Some of us perceive “co-requisite remediation” as a risk to mathematics education because the model is based on a perceived lack of benefits from stand-alone remedial courses.  I believe that we also have additional reasons to be concerned.

I’ve written previously on academic research on the actual benefits of stand-alone remedial courses, including http://www.devmathrevival.net/?p=2541.  This does not mean that all developmental math courses provide benefits for all students; the data does mean that passing developmental math courses provides benefits in that later performance is greater than would be predicted for the abilities of the student at the onset.

The people and groups advocating co-requisite remediation (aka ‘mainstreaming’) do not use academic research to justify the approach.  Almost all data shared publicly in their efforts is demographic in nature and framed in a way that can only support what they want us to see, just like a graph with a scale chosen so that the results are skewed in the chosen direction.  I want to ignore this dishonesty issue, and move on to matters of substance.

Issue Number 1:  No Problem Being Solved
The advocates start with statements such as the following [TBR is Tennessee Board of Regents]:

Prior to 2014, more than 60 percent of TBR’s students system-wide began college needing remediation in math, reading and/or writing. In response, faculty across the system paid significant attention over the last decade to improving the effectiveness of developmental education. Schools implemented and developed nationally acclaimed models around modularization, computer-aided instruction and personalized learning support rather than traditional developmental instruction.
Despite all of this effort, while more students were completing their developmental work, credit-bearing classes were another matter. Overall, only 12.3 percent of the students who began in developmental instruction completed a credit-bearing mathematics class within an academic year, and 30.9 percent completed a credit-bearing writing class. Something had to change.

[See https://higheredtoday.org/2015/10/21/reimagining-remediation-in-tennessee/]

The implication is that the 12.3% rate is the problem being addressed.  This rate is the result of several factors: number of developmental math courses for each student; quality of those courses; quality of the faculty; institutional support for dev math; appropriateness of the math prerequisite of the college math course; quality of the college math course; advising about college math; quality of the college math faculty; institutional support for the college math course, etc.  The solution blames the ‘problem’ on the first set as a single factor, called ‘developmental math’.  As we know, an ill-defined ‘problem’ will not lead to scientific progress … progress will be luck and local coincidences.
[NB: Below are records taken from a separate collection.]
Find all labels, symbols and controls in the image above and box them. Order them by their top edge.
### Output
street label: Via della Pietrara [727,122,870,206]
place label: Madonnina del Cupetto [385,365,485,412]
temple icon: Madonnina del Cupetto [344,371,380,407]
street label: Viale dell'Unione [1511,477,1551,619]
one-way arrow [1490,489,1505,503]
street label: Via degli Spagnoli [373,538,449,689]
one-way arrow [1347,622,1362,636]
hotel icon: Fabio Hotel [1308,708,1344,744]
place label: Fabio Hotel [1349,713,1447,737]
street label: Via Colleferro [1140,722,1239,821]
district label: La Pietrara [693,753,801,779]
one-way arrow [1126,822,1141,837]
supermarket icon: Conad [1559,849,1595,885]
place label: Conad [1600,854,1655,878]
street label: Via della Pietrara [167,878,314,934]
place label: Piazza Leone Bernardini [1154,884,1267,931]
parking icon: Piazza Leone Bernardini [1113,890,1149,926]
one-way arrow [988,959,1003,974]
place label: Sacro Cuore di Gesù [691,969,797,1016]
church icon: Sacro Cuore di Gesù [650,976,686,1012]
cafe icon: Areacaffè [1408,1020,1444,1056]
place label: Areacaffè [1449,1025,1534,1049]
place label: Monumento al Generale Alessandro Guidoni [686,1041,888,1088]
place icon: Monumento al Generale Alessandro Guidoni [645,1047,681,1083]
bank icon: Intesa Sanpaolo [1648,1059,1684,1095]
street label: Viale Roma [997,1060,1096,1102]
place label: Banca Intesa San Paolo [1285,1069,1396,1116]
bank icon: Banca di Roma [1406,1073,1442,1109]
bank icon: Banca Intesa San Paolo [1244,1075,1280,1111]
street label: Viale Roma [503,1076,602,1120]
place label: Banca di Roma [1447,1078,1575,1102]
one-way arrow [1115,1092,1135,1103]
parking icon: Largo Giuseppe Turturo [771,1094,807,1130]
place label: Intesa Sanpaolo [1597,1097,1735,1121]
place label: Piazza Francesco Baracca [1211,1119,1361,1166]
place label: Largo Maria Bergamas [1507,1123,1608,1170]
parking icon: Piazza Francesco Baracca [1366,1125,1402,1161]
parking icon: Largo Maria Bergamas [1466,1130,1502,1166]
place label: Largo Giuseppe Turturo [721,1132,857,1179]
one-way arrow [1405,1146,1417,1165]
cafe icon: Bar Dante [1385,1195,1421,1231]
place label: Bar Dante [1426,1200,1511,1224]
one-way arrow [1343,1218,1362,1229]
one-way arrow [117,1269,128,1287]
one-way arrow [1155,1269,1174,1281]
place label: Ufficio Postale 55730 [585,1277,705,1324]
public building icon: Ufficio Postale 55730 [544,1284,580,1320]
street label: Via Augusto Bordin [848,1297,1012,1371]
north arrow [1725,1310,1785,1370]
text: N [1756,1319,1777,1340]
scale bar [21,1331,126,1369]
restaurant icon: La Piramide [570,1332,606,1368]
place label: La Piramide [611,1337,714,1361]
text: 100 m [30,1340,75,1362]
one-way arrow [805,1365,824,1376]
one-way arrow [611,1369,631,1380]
Issue Number 2:  Ignoring Student Differences
By placing the blame on an ill-defined ‘developmental mathematics’, the advocates place all students in the same treatment.  Developmental mathematics courses can range from arithmetic to intermediate algebra; in our grade-level fixation, this corresponds to 4 to 6 different grade levels … can one treatment provide success for all of these students?

I’ve previously published this chart, which provides a more scientific method of matching the new treatment to students.

Matching students to remediation model

 

 

 

 

 

Issue Number 3:  Ignoring Course Issues at the College Level
What is an appropriate prerequisite to intro statistics?  How about liberal arts math?  A quantitative reasoning course?  College algebra?  The settings for most data cited by the advocates involve the same prerequisite for all of those — intermediate algebra.   We in AMATYC know that intermediate algebra is not an appropriate prerequisite for non-STEM math courses.

The advocates waste institutional and state resources by providing extra course support for courses which had inappropriate prerequisites … most of the improved throughput could have been achieved by simply correcting the faulty prerequisite on the non-STEM math courses.  However, the advocates don’t mind wasting these resources:  because many students would have passed the college math course WITHOUT support, their “results” are guaranteed to be better.

Issue Number 4:  Ignoring Course Issues at the Developmental Level
The advocates never seem to have raised the basic question:

What pre-college mathematics abilities can be justified as necessary and sufficient for success in various college math courses?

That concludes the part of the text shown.